Data records
○ ○ ○ ○ ○ ○ ○
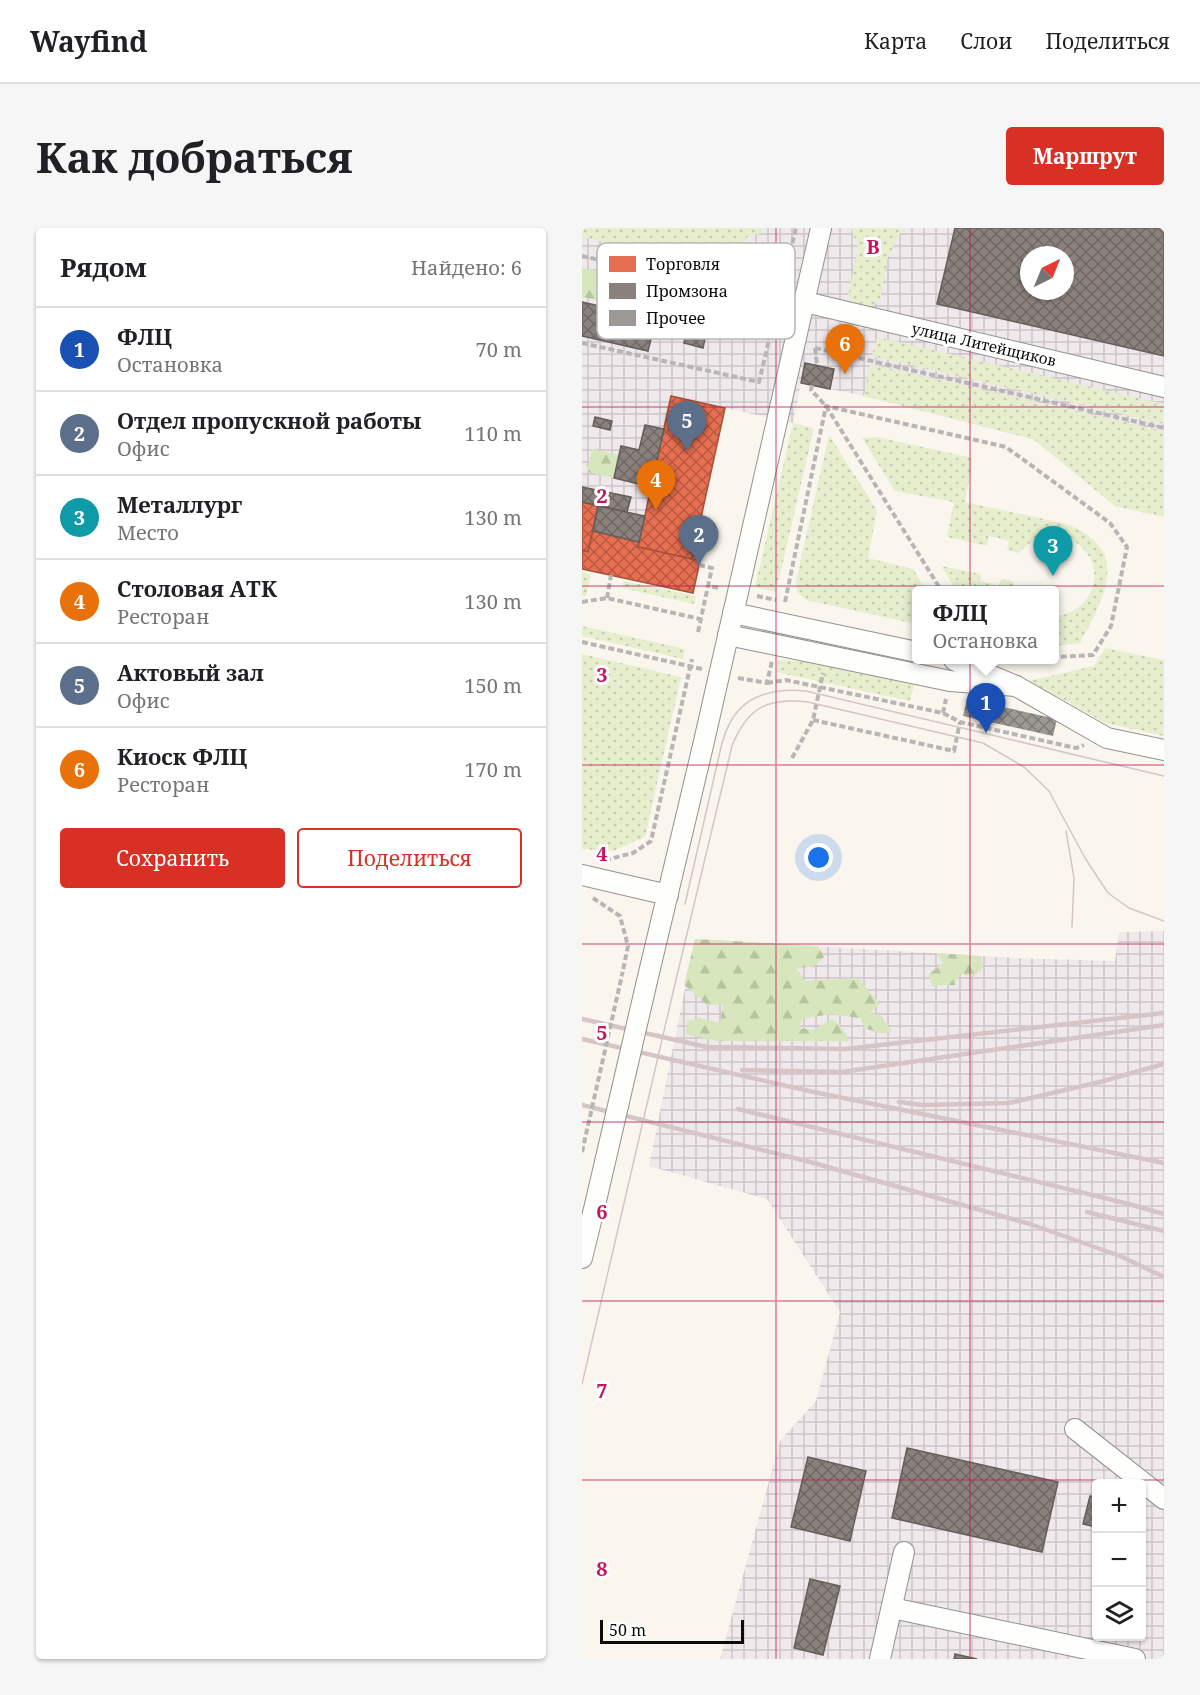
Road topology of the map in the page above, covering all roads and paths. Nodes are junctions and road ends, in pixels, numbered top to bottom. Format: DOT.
graph roads {
  1 [pos="796,228"];
  2 [pos="821,228"];
  3 [pos="792,243"];
  4 [pos="582,256"];
  5 [pos="597,259"];
  6 [pos="805,302"];
  7 [pos="769,339"];
  8 [pos="817,341"];
  9 [pos="582,343"];
  10 [pos="815,348"];
  11 [pos="817,365"];
  12 [pos="812,385"];
  13 [pos="1164,387"];
  14 [pos="826,406"];
  15 [pos="1164,428"];
  16 [pos="699,565"];
  17 [pos="611,575"];
  18 [pos="708,586"];
  19 [pos="938,586"];
  20 [pos="721,589"];
  21 [pos="607,598"];
  22 [pos="582,602"];
  23 [pos="785,602"];
  24 [pos="733,613"];
  25 [pos="700,619"];
  26 [pos="698,632"];
  27 [pos="728,635"];
  28 [pos="582,642"];
  29 [pos="912,651"];
  30 [pos="1059,657"];
  31 [pos="692,659"];
  32 [pos="772,659"];
  33 [pos="964,664"];
  34 [pos="690,667"];
  35 [pos="825,667"];
  36 [pos="703,670"];
  37 [pos="734,677"];
  38 [pos="767,683"];
  39 [pos="820,686"];
  40 [pos="1016,686"];
  41 [pos="948,693"];
  42 [pos="943,713"];
  43 [pos="813,720"];
  44 [pos="960,722"];
  45 [pos="1107,738"];
  46 [pos="1164,750"];
  47 [pos="792,758"];
  48 [pos="601,860"];
  49 [pos="584,884"];
  50 [pos="668,895"];
  51 [pos="582,1152"];
  52 [pos="582,1258"];
  53 [pos="1075,1429"];
  54 [pos="1164,1499"];
  55 [pos="904,1552"];
  56 [pos="892,1608"];
  57 [pos="880,1659"];
  58 [pos="1135,1659"];
  1 -- 3 [label="path"];
  2 -- 6 [label="street"];
  4 -- 5 [label="path"];
  6 -- 13 [label="street, улица Литейщиков"];
  6 -- 24 [label="street"];
  7 -- 9 [label="path"];
  8 -- 10 [label="path"];
  10 -- 11 [label="path"];
  10 -- 15 [label="path"];
  12 -- 14 [label="path"];
  14 -- 19 [label="path"];
  14 -- 23 [label="path"];
  14 -- 30 [label="path"];
  16 -- 18 [label="path"];
  17 -- 21 [label="path"];
  18 -- 20 [label="path"];
  18 -- 25 [label="path"];
  21 -- 22 [label="path"];
  21 -- 25 [label="path"];
  24 -- 27 [label="street"];
  24 -- 29 [label="street"];
  25 -- 26 [label="path"];
  27 -- 40 [label="street"];
  27 -- 50 [label="street"];
  28 -- 34 [label="path"];
  31 -- 34 [label="path"];
  32 -- 38 [label="path"];
  33 -- 40 [label="street"];
  34 -- 36 [label="path"];
  34 -- 48 [label="path"];
  35 -- 39 [label="path"];
  37 -- 38 [label="path"];
  38 -- 39 [label="path"];
  39 -- 42 [label="path"];
  39 -- 43 [label="path"];
  40 -- 45 [label="street"];
  41 -- 42 [label="path"];
  42 -- 44 [label="path"];
  43 -- 44 [label="path"];
  43 -- 47 [label="path"];
  44 -- 45 [label="path"];
  45 -- 46 [label="street"];
  49 -- 50 [label="street"];
  49 -- 51 [label="path, bridge"];
  50 -- 52 [label="street, bridge"];
  53 -- 54 [label="street"];
  55 -- 56 [label="street"];
  56 -- 57 [label="street"];
  56 -- 58 [label="street"];
}
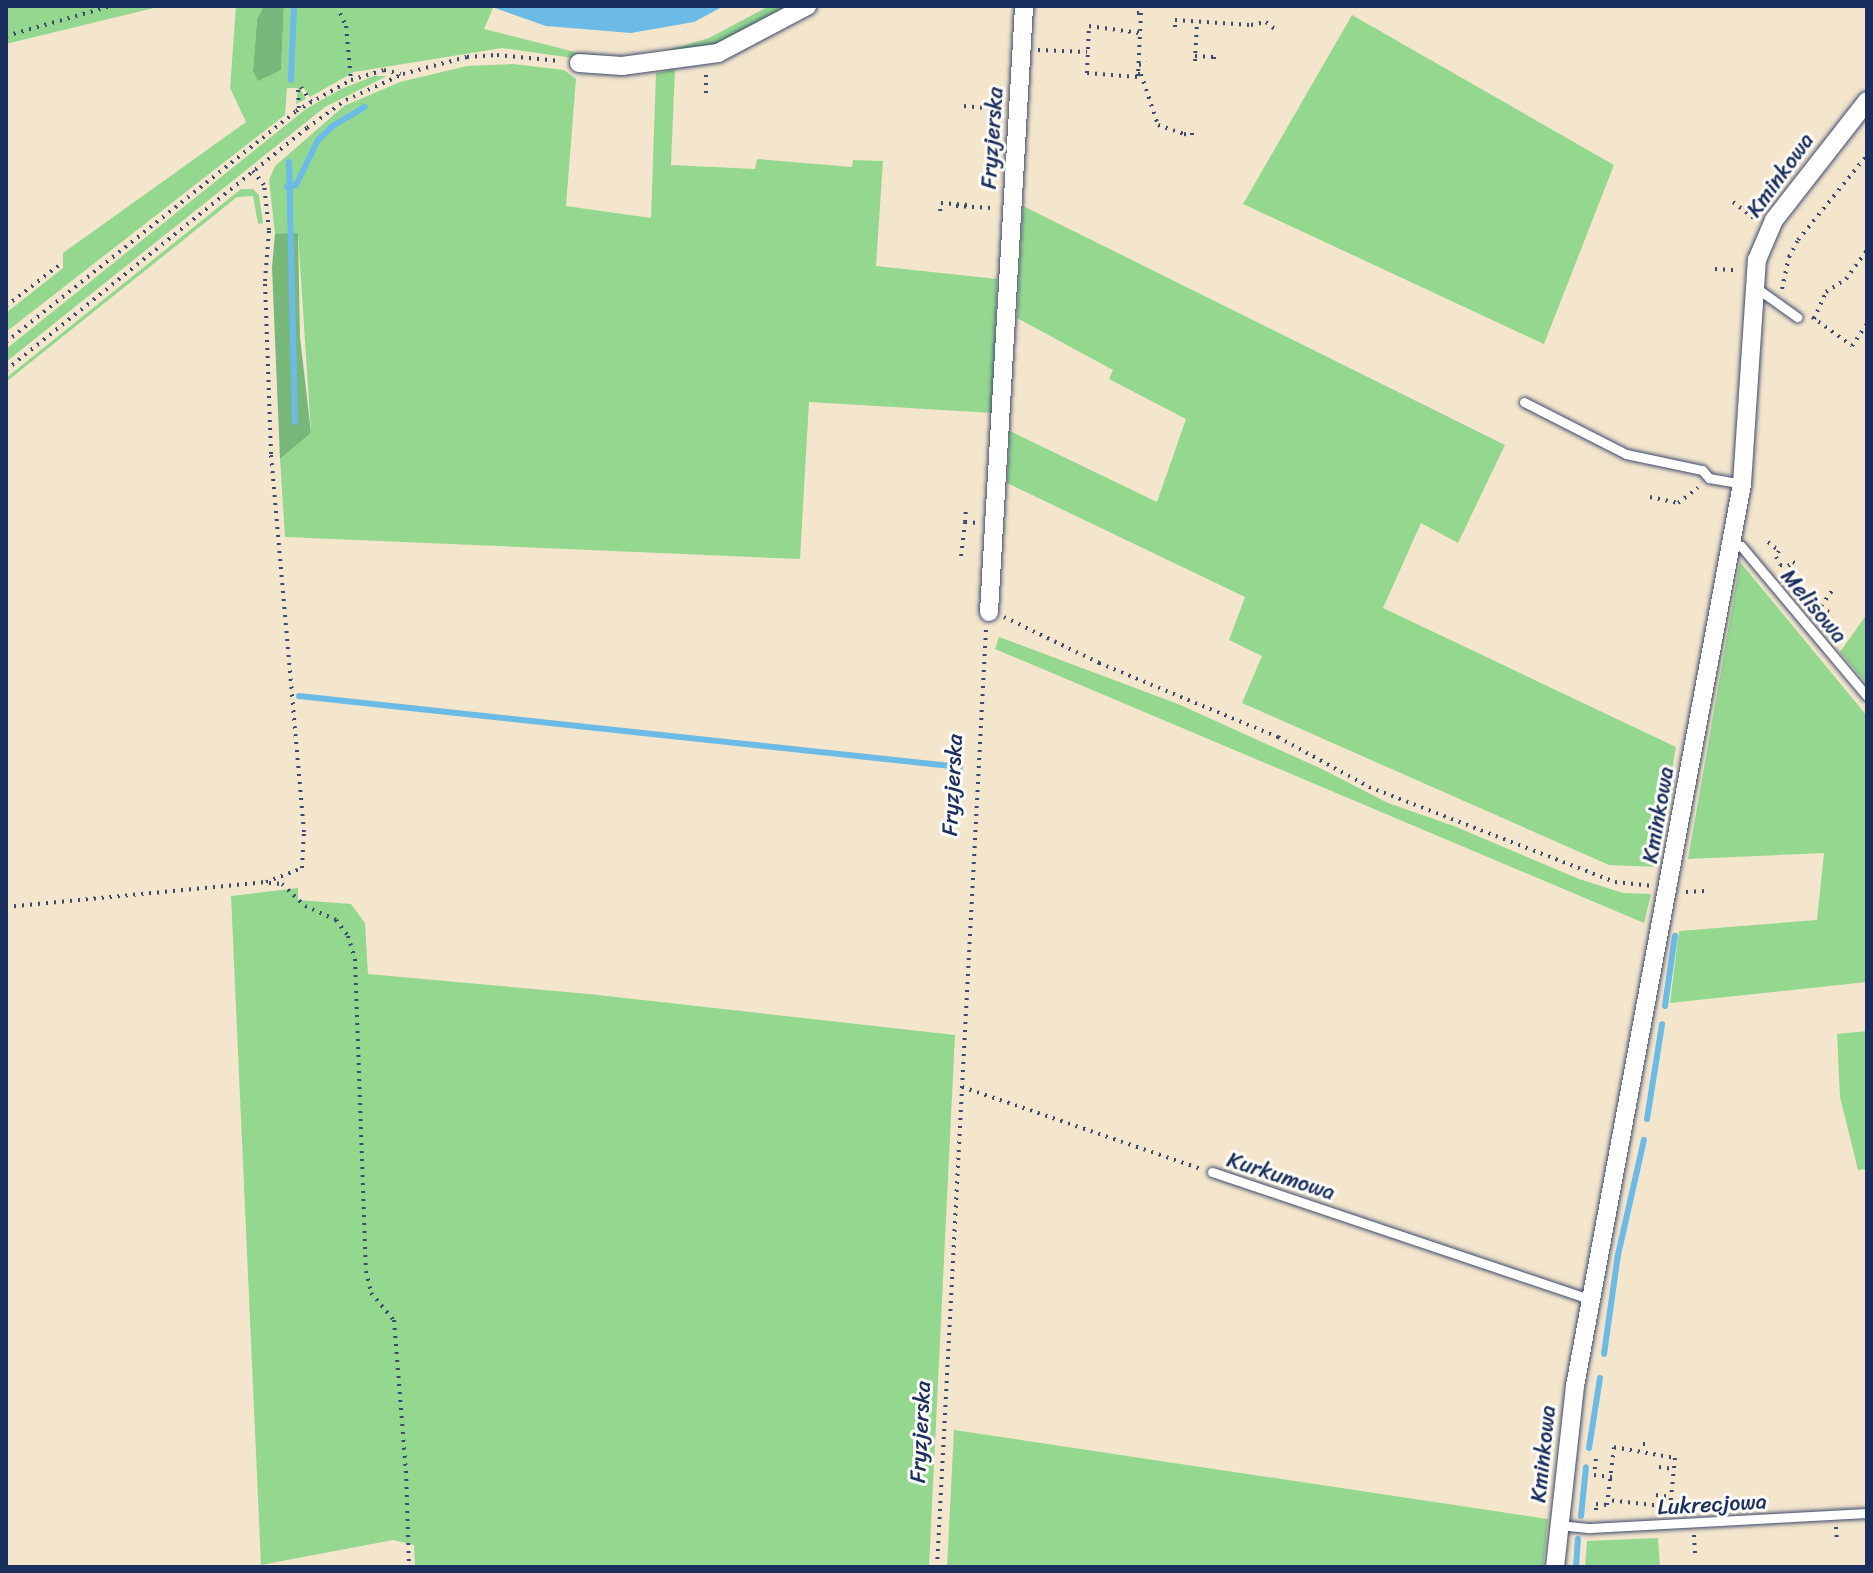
○ ○ ○ ○ ○ ○ ○
_EXERCISE DETAILS_. For the word "bridge", find every line in the data that holds it and copy that line.

_RESULT BELOW_.
  49 -- 51 [label="path, bridge"];
  50 -- 52 [label="street, bridge"];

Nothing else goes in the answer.